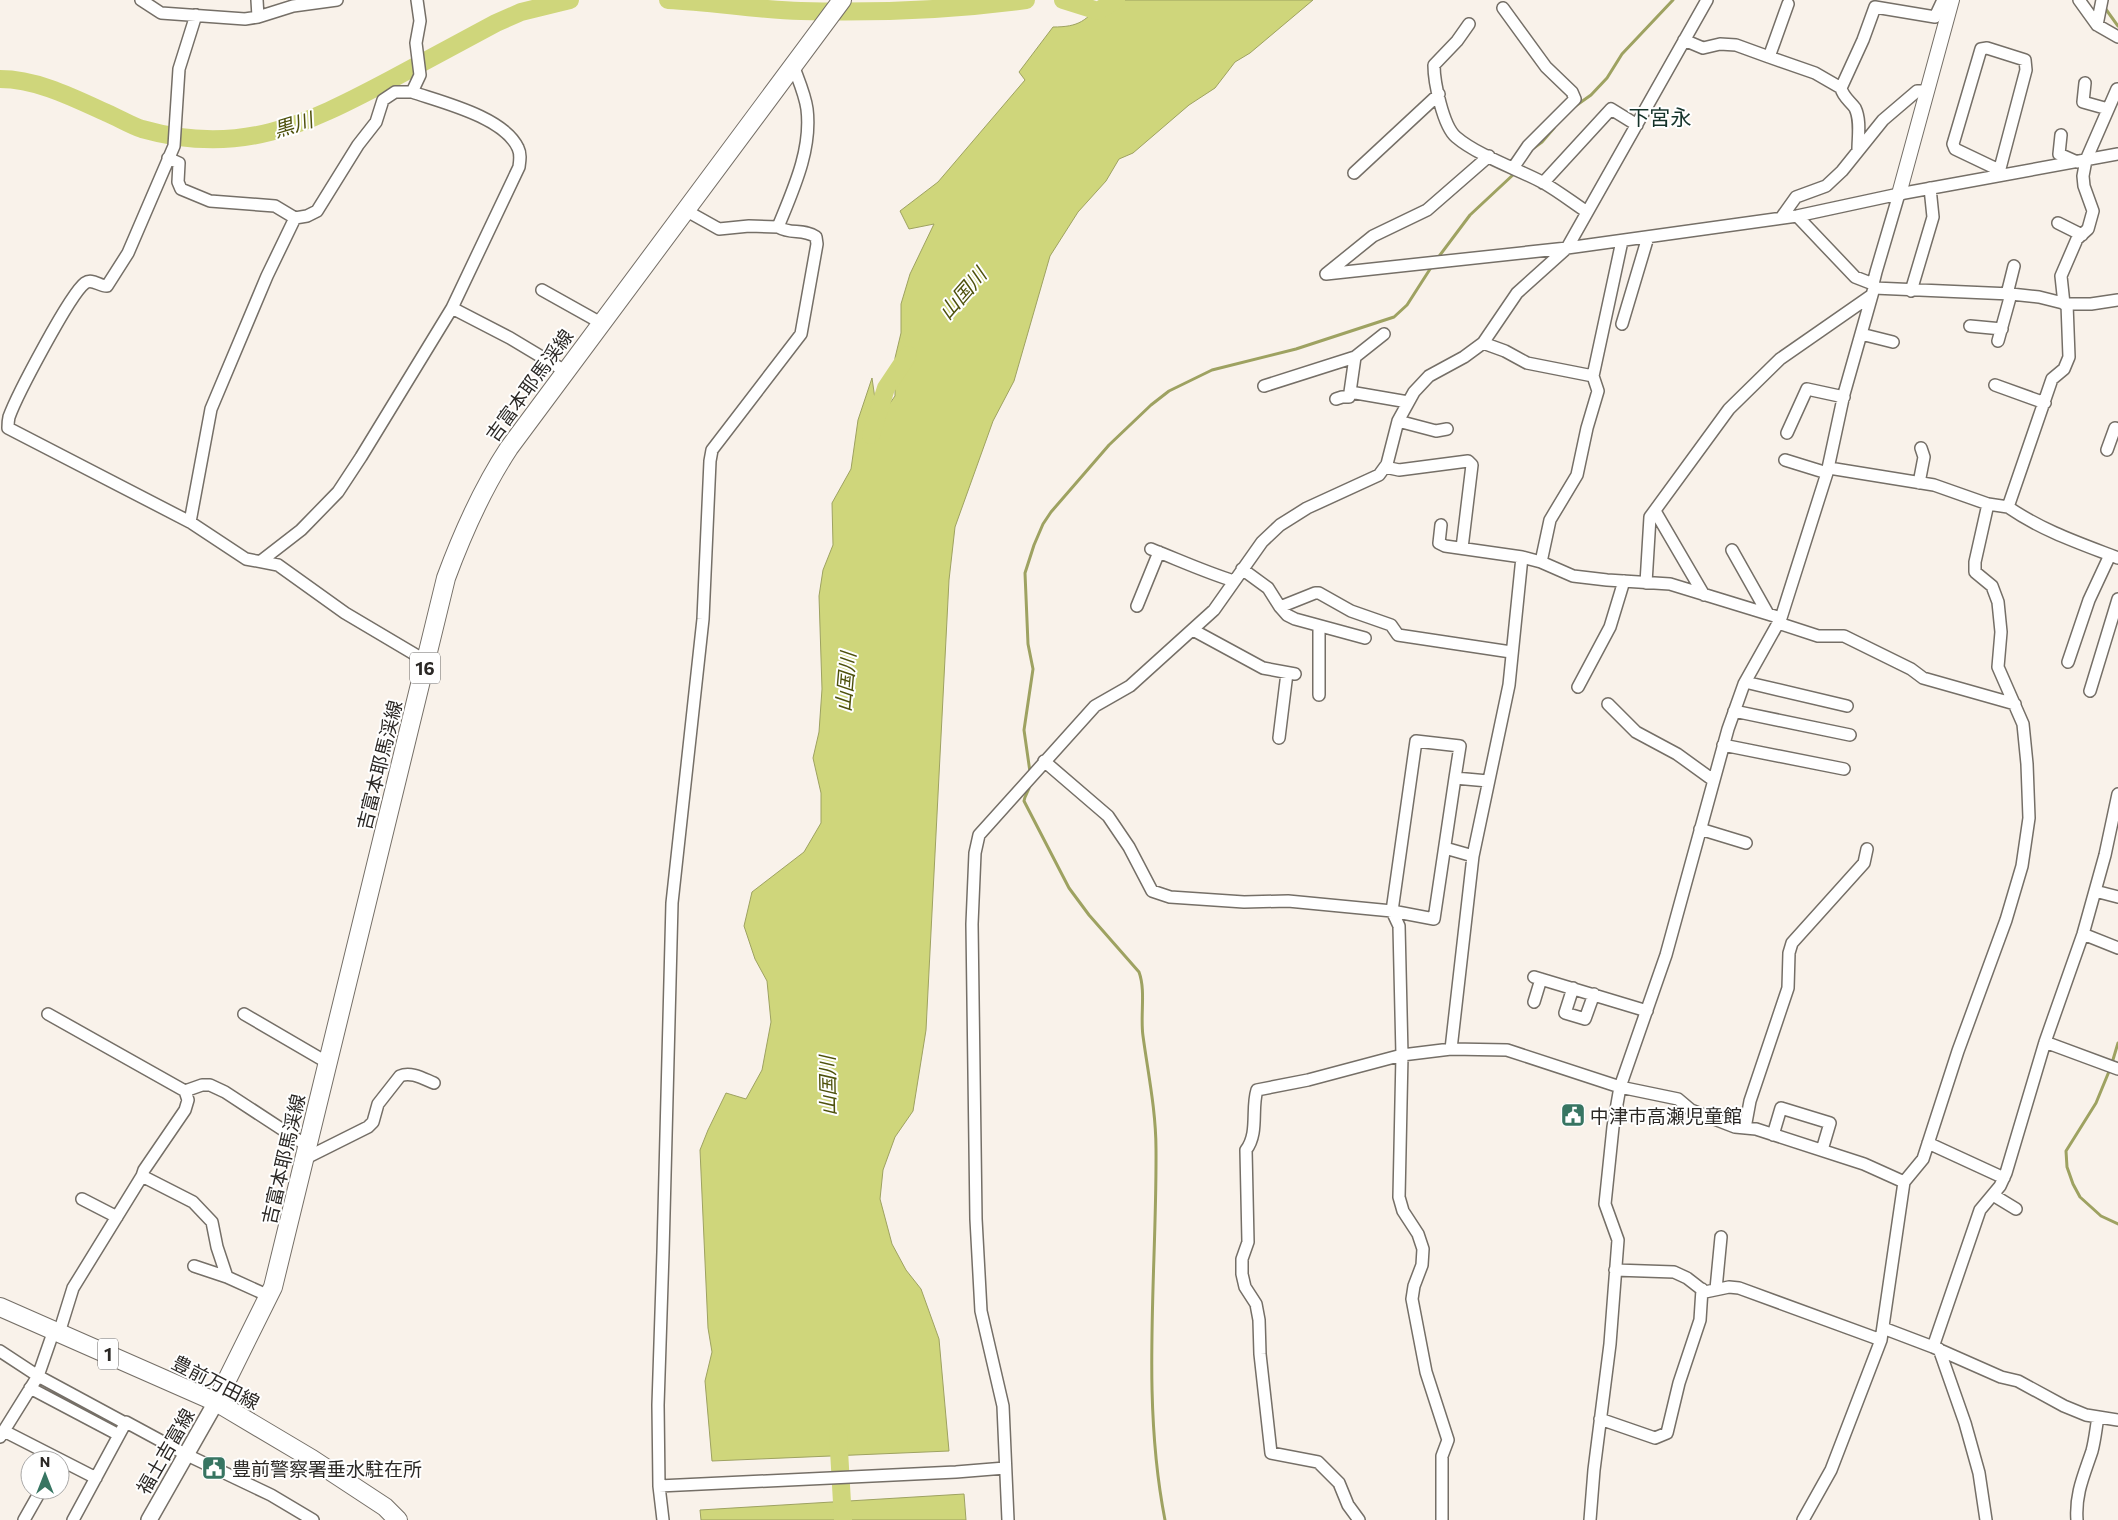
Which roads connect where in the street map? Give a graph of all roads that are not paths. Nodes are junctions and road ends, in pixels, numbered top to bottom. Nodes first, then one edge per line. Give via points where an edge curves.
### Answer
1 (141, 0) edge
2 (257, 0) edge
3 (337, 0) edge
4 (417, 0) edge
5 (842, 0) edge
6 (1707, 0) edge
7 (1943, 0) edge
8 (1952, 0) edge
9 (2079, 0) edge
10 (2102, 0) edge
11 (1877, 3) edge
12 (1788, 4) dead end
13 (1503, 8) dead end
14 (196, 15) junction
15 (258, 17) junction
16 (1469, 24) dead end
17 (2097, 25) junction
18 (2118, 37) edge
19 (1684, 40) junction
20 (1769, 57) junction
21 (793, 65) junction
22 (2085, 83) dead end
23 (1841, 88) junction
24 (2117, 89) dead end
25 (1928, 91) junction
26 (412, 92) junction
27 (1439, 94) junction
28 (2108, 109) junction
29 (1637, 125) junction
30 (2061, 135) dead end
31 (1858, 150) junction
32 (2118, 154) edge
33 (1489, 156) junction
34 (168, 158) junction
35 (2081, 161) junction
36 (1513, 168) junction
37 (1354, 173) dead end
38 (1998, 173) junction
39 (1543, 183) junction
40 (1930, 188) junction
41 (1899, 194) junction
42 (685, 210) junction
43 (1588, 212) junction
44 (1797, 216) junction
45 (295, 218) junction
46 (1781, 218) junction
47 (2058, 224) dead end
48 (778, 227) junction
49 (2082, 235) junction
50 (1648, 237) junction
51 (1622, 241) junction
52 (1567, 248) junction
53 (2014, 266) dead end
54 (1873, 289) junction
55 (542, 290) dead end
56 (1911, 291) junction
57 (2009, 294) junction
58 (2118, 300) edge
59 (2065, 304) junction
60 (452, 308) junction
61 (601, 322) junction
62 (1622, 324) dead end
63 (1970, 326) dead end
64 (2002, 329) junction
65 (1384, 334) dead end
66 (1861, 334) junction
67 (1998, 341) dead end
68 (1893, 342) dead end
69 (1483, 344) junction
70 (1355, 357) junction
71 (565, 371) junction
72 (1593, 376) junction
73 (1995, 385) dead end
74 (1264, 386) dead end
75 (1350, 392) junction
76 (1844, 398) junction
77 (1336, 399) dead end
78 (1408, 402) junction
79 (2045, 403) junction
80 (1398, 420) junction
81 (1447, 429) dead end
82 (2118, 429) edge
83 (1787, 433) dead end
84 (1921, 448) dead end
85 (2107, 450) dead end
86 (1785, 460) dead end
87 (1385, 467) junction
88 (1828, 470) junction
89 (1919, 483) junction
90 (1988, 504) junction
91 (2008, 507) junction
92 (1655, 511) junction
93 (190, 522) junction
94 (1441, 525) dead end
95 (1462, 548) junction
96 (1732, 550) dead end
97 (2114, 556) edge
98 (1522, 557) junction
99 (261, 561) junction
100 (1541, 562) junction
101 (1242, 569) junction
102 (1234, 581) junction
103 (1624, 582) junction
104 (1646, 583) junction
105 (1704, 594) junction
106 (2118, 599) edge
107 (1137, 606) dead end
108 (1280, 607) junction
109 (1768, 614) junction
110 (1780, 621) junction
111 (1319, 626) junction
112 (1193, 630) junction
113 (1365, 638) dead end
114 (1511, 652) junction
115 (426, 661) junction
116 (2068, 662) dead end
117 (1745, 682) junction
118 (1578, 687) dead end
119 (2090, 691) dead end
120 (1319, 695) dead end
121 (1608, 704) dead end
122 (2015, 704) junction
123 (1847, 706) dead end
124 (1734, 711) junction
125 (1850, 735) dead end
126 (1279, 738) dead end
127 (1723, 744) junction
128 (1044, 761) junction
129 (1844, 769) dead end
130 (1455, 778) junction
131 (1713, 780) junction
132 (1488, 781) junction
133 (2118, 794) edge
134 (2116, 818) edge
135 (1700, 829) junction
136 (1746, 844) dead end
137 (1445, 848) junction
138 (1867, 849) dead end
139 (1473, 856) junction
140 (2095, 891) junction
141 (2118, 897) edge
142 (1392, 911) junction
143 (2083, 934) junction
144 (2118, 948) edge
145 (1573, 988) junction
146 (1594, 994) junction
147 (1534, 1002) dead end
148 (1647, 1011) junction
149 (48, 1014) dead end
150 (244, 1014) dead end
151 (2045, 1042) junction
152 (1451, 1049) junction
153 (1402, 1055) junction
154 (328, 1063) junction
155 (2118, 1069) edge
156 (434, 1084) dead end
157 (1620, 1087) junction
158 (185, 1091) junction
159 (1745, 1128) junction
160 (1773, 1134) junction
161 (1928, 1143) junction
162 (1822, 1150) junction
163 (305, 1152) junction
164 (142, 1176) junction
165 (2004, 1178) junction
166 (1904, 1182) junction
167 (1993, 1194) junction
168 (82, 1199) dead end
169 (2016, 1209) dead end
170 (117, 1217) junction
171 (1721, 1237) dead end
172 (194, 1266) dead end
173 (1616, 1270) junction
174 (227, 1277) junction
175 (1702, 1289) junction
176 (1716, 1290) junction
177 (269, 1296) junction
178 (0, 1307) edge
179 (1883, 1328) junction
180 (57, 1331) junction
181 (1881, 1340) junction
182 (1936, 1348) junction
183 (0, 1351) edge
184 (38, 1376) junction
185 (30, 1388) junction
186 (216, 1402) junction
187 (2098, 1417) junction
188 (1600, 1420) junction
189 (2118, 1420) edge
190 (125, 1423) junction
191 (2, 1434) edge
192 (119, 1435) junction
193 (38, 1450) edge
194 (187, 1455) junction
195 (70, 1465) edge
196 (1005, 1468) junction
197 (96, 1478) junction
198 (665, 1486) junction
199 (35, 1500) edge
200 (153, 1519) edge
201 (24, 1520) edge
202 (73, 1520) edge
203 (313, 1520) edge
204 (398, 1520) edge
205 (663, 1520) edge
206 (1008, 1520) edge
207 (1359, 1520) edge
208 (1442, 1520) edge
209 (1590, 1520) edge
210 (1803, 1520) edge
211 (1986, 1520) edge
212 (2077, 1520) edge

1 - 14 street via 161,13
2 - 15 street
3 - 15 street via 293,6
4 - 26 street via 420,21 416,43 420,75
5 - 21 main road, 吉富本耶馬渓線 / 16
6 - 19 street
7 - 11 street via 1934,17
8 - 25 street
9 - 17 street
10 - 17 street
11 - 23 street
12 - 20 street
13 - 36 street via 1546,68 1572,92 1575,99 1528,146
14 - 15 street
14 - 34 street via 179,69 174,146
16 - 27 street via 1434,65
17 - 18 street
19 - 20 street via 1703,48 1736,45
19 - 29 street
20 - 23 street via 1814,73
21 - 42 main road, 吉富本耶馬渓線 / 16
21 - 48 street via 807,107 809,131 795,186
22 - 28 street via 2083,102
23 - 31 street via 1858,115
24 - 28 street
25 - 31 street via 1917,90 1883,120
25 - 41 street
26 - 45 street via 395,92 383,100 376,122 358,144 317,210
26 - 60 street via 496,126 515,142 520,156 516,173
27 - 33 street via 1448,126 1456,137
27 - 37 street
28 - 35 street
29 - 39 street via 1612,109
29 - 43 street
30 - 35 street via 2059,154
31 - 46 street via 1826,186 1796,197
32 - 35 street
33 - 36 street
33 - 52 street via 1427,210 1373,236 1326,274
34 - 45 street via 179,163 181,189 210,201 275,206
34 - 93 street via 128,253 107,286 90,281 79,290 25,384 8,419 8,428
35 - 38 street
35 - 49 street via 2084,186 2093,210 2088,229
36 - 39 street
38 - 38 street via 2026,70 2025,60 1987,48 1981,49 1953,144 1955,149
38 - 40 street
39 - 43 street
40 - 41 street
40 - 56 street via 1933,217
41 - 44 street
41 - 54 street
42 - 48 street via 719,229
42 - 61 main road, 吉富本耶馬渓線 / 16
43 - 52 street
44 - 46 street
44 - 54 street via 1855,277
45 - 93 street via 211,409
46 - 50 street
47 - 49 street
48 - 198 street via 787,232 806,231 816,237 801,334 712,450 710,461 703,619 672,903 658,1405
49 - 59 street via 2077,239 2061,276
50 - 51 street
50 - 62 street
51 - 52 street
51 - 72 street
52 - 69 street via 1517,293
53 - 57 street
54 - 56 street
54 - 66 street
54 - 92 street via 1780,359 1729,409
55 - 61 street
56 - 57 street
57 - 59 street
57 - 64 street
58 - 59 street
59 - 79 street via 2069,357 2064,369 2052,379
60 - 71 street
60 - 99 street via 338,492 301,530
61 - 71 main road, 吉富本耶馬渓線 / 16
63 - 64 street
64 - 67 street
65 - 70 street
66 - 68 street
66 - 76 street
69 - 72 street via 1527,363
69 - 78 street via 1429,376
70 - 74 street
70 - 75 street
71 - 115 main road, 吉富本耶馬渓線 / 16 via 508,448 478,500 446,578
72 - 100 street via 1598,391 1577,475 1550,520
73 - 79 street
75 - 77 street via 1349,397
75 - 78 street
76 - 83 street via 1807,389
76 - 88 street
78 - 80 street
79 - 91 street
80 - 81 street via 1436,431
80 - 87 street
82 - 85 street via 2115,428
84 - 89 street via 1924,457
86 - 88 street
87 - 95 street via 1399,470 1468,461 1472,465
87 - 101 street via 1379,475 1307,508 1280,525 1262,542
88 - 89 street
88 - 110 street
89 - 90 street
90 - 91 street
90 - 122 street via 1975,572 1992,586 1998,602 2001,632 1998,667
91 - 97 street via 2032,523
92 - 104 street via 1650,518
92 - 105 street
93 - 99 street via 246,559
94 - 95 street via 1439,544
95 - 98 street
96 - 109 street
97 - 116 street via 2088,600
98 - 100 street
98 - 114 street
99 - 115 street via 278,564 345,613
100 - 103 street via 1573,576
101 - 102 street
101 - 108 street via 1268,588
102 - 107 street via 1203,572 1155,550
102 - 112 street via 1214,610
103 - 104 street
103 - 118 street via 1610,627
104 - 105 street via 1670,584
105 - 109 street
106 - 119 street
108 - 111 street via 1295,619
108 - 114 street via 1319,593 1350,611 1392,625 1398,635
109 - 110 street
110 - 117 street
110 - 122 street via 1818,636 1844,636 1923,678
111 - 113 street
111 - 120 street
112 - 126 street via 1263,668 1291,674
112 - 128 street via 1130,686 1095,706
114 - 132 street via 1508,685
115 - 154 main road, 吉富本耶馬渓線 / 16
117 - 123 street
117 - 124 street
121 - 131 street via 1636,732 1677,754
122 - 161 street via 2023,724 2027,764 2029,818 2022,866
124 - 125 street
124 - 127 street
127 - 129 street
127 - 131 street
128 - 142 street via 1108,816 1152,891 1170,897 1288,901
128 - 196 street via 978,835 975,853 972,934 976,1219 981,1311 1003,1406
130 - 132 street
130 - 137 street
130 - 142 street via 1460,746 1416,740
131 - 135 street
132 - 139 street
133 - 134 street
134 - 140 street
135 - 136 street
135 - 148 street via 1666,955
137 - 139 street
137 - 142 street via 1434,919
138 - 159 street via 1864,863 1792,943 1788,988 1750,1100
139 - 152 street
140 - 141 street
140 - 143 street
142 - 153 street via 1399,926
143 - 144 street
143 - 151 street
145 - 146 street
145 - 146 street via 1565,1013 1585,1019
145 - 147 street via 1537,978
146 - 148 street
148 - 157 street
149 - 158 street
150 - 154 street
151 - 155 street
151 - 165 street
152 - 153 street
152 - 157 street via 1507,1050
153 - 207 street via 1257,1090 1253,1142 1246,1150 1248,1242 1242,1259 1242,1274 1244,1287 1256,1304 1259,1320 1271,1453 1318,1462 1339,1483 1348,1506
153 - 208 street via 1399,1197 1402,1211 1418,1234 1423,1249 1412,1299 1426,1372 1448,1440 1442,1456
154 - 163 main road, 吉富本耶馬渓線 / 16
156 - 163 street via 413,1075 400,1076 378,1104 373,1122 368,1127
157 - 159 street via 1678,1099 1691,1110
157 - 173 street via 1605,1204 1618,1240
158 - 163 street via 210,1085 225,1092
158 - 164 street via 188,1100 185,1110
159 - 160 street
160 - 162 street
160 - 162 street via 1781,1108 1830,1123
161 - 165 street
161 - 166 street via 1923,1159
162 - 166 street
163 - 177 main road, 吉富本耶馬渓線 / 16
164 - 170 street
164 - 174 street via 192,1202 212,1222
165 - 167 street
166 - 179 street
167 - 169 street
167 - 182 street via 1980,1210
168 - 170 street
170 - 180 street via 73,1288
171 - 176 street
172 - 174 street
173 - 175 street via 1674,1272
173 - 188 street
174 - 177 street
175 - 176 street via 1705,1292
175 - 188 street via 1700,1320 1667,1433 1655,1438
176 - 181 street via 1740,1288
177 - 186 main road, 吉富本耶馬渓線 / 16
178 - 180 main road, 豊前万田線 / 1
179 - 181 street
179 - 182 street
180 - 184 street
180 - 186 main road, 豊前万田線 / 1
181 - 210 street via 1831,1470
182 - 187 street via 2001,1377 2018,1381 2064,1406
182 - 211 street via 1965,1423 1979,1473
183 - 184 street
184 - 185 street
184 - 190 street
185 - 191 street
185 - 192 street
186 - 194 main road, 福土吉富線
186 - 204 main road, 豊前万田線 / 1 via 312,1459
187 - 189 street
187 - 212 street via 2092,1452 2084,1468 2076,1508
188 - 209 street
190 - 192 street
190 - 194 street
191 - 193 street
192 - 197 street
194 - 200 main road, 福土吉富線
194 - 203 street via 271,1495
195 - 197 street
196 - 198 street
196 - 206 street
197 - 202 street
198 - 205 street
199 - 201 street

**ASSIGNED TASK:**
Take every line from the data above that holds "福土吉富線" and copy it out.

**ANSWER BELOW:**
186 - 194 main road, 福土吉富線
194 - 200 main road, 福土吉富線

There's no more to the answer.